My daughter and I had a wonderful time reading the various Facebook comments from the ignorant specimens who were so quick to judge me following the salacious Enquirer article provoked by a swarm of angry Lakota residents who see me as their number one opposition to passing their next tax increase. The comments were funny because as she said, “you are anything but a sexist woman-hater. You raised me and I’m one of the most independent women I know.”

I told her that what those accusers were trying to paint me as would not stick once people dug into my life, which I have been very open about here on these pages at Overmanwarrior’s Wisdom. I told her that I hoped to lure the radicals of our community to that bait because my character could withstand the accusations and that I hoped to show the hypocrisy and ignorance of their position so people could see that radicals jumped to the same type of elementary conclusions when promoting school levies or any other taxes. The comments were funny, and the way that people adhered onto a collective band wagon to believe something even when overwhelming proof otherwise is abundant for all to see, was quite astonishing and a wonderful experiment in political science.

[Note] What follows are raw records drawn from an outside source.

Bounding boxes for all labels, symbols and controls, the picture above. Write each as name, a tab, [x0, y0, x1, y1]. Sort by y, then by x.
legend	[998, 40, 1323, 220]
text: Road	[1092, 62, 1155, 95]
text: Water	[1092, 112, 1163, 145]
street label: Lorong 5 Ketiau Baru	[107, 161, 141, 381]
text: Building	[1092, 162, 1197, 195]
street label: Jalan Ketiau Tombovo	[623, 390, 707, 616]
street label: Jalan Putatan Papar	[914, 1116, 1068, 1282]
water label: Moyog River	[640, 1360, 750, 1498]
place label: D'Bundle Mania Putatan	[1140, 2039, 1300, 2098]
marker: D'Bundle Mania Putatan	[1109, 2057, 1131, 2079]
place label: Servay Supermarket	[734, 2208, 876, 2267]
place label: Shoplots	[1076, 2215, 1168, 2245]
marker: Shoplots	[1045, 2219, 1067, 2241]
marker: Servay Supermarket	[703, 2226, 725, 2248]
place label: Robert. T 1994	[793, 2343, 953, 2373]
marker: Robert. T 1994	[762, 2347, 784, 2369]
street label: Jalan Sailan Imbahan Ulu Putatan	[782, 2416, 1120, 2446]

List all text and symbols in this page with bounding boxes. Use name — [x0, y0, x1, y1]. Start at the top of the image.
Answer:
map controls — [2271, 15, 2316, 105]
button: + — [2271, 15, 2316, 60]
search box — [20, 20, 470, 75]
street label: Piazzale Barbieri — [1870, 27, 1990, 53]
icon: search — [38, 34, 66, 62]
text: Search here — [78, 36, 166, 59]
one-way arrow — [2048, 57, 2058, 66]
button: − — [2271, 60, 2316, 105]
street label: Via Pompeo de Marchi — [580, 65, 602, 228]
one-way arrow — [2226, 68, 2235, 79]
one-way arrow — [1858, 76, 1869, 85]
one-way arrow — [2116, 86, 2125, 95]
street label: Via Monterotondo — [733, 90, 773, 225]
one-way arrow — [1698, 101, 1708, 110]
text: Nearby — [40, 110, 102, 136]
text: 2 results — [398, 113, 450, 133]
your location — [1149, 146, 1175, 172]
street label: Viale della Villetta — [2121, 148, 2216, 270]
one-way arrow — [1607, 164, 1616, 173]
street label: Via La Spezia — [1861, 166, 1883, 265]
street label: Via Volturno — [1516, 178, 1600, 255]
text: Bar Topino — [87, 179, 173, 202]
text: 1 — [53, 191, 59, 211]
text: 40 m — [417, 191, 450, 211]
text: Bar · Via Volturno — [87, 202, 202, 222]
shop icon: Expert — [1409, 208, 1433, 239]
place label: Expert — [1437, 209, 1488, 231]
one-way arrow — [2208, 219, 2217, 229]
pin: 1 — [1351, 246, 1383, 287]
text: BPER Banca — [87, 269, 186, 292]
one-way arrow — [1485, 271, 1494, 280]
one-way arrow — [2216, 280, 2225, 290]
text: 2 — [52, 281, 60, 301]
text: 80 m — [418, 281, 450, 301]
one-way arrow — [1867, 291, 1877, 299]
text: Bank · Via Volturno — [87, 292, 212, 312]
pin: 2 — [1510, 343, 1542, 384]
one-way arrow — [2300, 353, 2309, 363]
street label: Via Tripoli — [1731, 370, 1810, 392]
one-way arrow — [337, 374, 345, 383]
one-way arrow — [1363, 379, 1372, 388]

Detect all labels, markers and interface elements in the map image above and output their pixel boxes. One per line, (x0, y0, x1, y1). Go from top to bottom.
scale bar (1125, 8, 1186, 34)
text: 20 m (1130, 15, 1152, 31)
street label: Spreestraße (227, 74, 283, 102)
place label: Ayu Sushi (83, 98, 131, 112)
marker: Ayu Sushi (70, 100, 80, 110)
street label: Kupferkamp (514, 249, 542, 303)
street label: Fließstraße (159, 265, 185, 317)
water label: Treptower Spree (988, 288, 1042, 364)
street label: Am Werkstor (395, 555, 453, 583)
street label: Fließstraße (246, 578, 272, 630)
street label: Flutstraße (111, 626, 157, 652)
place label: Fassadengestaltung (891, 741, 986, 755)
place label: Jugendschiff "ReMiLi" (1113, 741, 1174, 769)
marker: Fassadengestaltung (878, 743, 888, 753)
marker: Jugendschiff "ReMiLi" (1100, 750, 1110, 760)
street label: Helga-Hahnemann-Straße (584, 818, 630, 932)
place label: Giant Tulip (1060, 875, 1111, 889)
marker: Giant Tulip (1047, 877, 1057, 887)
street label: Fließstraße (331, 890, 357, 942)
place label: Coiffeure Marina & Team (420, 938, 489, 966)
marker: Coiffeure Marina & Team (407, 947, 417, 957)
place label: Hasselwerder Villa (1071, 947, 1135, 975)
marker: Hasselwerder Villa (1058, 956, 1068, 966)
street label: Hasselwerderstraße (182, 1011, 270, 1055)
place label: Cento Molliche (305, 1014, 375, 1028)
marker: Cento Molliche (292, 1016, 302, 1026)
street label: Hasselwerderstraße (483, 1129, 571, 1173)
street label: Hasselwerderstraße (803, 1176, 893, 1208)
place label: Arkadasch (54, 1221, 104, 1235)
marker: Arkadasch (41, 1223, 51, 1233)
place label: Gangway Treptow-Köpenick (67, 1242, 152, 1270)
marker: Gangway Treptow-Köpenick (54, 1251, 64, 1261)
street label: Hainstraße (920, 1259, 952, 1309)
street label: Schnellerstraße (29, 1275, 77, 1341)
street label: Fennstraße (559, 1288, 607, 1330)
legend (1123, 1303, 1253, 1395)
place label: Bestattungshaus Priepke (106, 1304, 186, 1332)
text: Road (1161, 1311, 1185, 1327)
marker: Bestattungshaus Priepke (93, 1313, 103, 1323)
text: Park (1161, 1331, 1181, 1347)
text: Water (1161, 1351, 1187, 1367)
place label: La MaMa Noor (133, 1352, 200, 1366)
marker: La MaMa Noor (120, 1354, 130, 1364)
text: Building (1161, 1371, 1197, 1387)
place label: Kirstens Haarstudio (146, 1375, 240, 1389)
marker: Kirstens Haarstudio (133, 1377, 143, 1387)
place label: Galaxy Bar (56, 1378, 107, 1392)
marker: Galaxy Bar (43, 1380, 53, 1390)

What my accusers of hating women neglected to account for is that my view of women is much, much higher than what the feminist movement has given to women, and I live by that heightened state every single day. In fact, the women who know me, and there are many, knew instantly what garbage the things being said about me where which allowed me to show how the other side manipulates the facts to suit their version of reality.

My daughter has been present when I’ve had many fights with other people so she understood the context of my comments and how they were directed. But to say that I hate women is an absolute joke.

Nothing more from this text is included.